Philippe Cornet
Philippe Cornet Journaliste musique

Jeune femme cathodique cherche histoires pour documentaires au long cours. Elle en trouve, pas moins de cinq, diffusées en décembre dans Tout ça (ne nous rendra pas le Congo).

Tout ça (ne nous rendra pas le Congo) est l’héritière de Strip-Tease: même producteur (1), même formule de doc sans voix off, même approche de sujets plus ou moins croustillants sur la longueur. Pour une paire de raisons – changement identitaire de la télé, télescopage avec la téléréalité -, Tout ça ne fait pas la carrière de son prédécesseur. Pourtant, la nouvelle série qui a démarré fin novembre avec Au bordel ce soir – carton d’audience – vaut son pesant de fascination cathodique. Safia Kessas est donc cette jeune femme de 38 ans au sourire XXL, qui a réalisé  » la moitié de l’antenne » du Tout ça actuel. Un court passage psy donnerait: fille de famille kabyle algérienne laïque, née en Belgique, elle tire de son enfance classe moyenne -papa est maître d’hôtel – un  » refus de l’argument d’autorité ». Cette brune au milliard de cheveux grandit donc au son de Cure et de Siouxsie, fait sa marginale bruxelloise ornée de  » ceinturesà clous » et entreprend des multi-études à l’ULB qui la conduisent à la carrière de diplomate potentielle. Trois ans au Ministère des Affaires Etrangères lui font dire qu’elle n’est pas faite pour le mix petits fours/grands discours dans une administration  » où chaque mot est pesé, cadré, où on se méfie de la créativité ».

Radiographie de l’Humanité

Trois autres années aux infos radios de la RTBF – après trois mois chez Nostalgie… – puis c’est l’entrée à Tout ça: « J’y apprends à désapprendre les règles journalistiques, là, on parle d’un tout, son et image, cela correspond aussi à mon envie de formats plus longs. » Partiellement engagée sur sa fiche d’identité – jeune, femme et d’origine maghrébine -, elle qui ne parle pas arabe et ne connaît rien au Coran, fait un premier film fort sur une jeune maroxelloise voilée.
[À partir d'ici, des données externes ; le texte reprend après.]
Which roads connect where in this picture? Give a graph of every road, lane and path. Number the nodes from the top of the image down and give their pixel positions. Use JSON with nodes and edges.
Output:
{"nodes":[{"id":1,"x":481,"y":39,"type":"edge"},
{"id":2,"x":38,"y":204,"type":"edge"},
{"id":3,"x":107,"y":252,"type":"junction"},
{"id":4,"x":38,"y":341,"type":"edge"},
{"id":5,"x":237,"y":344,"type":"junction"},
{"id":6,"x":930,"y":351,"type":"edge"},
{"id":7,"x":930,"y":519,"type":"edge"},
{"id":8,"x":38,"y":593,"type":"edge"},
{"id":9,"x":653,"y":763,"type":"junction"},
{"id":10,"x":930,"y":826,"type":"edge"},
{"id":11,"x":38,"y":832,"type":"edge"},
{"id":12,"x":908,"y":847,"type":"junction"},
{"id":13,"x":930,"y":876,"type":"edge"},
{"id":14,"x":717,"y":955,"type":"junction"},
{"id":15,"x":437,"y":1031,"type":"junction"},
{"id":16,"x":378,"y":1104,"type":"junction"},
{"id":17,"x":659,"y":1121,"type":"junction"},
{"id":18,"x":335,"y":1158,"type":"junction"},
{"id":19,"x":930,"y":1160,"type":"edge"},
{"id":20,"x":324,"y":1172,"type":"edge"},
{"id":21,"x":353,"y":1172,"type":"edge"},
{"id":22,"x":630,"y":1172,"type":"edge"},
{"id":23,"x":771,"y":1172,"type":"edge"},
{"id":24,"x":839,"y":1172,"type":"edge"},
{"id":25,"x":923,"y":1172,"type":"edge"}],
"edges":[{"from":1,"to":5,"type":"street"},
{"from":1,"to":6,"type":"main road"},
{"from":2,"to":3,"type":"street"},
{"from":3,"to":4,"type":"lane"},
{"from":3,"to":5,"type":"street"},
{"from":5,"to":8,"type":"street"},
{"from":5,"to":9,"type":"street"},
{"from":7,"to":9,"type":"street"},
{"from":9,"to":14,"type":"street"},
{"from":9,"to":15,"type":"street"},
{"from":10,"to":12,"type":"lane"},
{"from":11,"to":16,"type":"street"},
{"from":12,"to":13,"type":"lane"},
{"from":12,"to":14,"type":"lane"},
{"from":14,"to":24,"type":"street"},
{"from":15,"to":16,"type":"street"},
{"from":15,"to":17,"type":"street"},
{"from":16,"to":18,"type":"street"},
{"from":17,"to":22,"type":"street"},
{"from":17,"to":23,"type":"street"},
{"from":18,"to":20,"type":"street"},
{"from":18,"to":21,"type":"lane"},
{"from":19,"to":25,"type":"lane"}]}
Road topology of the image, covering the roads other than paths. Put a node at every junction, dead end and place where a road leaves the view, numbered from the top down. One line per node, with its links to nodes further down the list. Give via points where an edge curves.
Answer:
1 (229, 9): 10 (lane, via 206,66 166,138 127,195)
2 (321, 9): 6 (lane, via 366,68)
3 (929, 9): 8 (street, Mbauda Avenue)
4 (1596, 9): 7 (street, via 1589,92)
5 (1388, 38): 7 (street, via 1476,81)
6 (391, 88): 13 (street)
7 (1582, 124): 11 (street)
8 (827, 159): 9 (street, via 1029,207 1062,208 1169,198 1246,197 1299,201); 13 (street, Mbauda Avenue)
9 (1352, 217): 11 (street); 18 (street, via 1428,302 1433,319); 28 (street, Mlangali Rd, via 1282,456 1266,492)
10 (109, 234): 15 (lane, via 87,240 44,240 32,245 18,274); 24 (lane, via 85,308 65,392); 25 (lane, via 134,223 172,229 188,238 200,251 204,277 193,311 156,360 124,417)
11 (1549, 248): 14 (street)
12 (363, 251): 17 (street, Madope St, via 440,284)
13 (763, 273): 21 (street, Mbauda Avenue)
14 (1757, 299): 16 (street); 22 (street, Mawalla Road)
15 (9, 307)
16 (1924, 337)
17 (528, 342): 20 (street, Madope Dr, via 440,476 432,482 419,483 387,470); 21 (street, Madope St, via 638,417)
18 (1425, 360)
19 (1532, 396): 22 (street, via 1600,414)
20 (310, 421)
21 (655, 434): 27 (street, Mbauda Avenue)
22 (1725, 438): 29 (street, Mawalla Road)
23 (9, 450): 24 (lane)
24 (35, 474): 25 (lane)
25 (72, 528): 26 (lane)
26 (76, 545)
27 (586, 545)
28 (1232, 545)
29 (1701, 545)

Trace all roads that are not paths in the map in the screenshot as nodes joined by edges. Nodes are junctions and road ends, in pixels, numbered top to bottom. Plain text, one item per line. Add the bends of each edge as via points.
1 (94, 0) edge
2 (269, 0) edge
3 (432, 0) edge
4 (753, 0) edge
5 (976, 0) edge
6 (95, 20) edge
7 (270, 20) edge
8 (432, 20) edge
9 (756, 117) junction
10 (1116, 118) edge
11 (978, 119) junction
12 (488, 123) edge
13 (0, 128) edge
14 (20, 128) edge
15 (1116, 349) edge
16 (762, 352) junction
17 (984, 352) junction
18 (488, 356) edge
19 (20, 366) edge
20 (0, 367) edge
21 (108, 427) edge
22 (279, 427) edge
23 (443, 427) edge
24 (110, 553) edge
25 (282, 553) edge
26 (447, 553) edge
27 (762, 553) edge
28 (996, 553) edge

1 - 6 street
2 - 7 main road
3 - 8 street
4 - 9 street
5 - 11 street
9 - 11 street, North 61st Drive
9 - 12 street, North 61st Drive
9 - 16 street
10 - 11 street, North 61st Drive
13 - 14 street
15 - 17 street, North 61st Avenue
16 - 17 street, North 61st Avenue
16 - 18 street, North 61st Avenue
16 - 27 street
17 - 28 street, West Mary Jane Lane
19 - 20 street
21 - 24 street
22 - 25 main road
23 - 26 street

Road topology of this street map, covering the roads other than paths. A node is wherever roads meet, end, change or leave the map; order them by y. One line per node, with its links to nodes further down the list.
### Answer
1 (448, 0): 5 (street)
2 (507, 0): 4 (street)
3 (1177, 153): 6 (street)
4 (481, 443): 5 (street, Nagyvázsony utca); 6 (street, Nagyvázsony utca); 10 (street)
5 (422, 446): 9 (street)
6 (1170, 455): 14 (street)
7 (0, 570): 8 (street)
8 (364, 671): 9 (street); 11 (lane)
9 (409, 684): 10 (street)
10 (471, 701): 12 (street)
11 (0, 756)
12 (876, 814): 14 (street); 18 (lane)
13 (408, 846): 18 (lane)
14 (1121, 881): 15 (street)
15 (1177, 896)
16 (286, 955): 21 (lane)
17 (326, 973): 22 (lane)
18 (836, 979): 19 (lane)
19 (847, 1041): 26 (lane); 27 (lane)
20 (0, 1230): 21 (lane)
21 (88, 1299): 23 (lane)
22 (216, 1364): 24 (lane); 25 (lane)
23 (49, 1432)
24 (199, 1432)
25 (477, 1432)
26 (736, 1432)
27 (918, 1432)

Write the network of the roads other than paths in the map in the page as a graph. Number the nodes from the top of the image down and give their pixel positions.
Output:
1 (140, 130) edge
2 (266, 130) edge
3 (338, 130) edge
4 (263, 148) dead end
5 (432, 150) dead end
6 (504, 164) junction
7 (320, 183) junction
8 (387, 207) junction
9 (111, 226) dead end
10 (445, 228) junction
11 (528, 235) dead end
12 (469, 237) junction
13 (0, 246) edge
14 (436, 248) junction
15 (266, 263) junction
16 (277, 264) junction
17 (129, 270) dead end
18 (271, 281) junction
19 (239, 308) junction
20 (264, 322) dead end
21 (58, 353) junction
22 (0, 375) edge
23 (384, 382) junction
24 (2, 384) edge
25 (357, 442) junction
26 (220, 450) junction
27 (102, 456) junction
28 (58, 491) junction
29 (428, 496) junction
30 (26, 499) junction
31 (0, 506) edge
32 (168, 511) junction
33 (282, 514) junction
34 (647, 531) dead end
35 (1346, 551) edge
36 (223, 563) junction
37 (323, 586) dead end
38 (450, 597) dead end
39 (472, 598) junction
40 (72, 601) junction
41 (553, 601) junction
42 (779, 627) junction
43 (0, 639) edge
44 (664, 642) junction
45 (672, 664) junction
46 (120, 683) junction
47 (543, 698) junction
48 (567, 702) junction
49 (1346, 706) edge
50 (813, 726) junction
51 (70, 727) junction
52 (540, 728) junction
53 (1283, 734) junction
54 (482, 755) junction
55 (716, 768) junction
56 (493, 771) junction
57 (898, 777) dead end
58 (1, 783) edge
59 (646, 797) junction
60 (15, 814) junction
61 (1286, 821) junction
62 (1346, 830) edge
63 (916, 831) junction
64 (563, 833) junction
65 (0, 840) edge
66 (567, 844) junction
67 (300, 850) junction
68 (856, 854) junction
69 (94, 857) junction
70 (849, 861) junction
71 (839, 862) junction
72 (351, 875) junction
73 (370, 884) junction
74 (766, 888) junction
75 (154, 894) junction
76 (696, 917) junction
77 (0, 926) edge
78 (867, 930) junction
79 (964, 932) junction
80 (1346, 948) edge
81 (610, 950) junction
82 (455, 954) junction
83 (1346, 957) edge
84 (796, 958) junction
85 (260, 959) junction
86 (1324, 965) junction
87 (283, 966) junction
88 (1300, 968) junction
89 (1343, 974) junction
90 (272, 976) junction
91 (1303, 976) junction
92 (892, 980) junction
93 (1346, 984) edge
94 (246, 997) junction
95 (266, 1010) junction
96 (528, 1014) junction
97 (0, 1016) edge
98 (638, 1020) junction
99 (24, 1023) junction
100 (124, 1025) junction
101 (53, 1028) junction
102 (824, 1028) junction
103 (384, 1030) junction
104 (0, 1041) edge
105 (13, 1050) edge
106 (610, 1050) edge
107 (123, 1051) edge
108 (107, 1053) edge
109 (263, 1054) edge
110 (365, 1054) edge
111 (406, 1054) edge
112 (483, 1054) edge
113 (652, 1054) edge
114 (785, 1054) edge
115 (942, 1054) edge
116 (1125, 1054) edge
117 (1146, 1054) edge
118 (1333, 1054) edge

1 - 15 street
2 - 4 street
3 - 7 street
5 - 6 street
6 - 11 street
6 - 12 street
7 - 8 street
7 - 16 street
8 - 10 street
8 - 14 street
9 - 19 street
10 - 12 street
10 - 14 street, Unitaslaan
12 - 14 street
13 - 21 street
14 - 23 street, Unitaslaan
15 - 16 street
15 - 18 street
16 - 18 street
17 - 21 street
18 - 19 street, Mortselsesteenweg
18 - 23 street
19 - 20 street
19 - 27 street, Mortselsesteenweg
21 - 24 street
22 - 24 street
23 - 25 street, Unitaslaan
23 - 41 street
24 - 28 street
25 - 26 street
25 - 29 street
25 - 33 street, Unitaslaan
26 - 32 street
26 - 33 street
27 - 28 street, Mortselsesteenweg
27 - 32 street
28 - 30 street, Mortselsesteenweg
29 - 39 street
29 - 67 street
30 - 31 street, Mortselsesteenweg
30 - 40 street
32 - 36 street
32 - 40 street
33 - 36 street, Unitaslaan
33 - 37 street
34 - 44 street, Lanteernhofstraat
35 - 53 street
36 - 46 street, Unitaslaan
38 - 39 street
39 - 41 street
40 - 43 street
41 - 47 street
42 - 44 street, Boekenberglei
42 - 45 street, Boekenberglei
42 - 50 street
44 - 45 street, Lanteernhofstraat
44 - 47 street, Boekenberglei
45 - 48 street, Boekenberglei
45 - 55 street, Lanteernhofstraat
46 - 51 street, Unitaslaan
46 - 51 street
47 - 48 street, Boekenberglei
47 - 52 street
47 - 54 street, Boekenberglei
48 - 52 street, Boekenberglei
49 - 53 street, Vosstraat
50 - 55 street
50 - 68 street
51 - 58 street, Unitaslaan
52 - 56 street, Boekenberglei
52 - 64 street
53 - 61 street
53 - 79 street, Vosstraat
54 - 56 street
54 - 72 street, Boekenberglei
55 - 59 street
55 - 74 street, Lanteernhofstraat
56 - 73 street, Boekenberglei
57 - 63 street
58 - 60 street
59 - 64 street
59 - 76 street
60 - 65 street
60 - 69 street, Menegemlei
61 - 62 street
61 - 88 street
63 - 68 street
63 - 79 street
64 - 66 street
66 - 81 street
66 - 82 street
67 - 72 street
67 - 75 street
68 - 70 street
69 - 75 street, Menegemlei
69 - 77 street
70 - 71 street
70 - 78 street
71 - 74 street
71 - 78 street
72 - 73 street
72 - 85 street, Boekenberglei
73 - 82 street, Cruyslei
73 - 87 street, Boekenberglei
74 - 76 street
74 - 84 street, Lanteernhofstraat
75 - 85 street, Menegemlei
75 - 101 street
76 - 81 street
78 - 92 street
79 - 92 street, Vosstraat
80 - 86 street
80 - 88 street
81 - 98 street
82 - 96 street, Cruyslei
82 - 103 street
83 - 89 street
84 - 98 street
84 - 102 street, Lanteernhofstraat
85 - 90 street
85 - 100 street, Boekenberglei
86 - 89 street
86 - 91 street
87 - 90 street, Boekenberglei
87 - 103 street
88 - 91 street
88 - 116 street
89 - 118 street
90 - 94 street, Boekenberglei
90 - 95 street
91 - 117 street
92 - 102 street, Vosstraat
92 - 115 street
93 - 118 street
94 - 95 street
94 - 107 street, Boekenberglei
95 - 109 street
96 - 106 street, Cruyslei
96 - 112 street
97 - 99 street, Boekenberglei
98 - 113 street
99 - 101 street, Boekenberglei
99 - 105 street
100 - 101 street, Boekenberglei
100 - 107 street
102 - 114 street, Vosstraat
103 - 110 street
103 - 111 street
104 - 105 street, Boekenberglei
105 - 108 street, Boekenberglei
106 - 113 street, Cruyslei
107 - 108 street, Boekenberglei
Sans forcément le vouloir, ses sujets s’intéressent autant aux femmes qu’une chanson de Julio Iglesias, sauf que cela ne finit pas forcément aussi bien. Après un attachant 26 minutes sur les accros de Second Life diffusé le 9 décembre – Quec£ur et les garçons –, là voilà bardée de quatre autres Tout ça. Rencontrée début décembre, elle cravache à la post-prod de deux films, nous en laissant voir deux autres déjà en boîte. Dans Crise, bonbons et chocolat (le 16 décembre sur La Une vers 22 heures) comme dans Femme du monde désespérée (le 30 décembre, même topo), elle s’attache à des personnages qui, mine de rien, ont beaucoup en commun. Vinciane et Chantal sont – respectivement – femmes d’affaires et de loisirs Dior: l’une est plus touchante que l’autre, l’une plus riche et show off. Entre Porsche(s), Courchevel, trip bobo bouddhiste, décolorations et conseillère en look (…), on retrouve ce qui faisait parfois la grandeur de Strip-Tease: une radiographie de l’Humanité coincée entre projection des grands espoirs persos et absurdité du réel. Pour y arriver: des mois d’approche et de tournage. Si la RTBF avait plus cette tonalité-là de service vraiment public –  » où on pense que les spectateurs sont capables de décrypter » , pas de doute qu’on passerait plus de soirées près de l’écran belche. Merci Safia.

(1) on ne va pas le (re)citer pour ne pas froisser sa modestie

naturelle.

u Les autres Tout ça de Safia Kessas sont à cause des garçons – le 16 décembre également – et L’homme n’est grand qu’à genoux, le 6 janvier, toujours sur La Une vers 22 heures.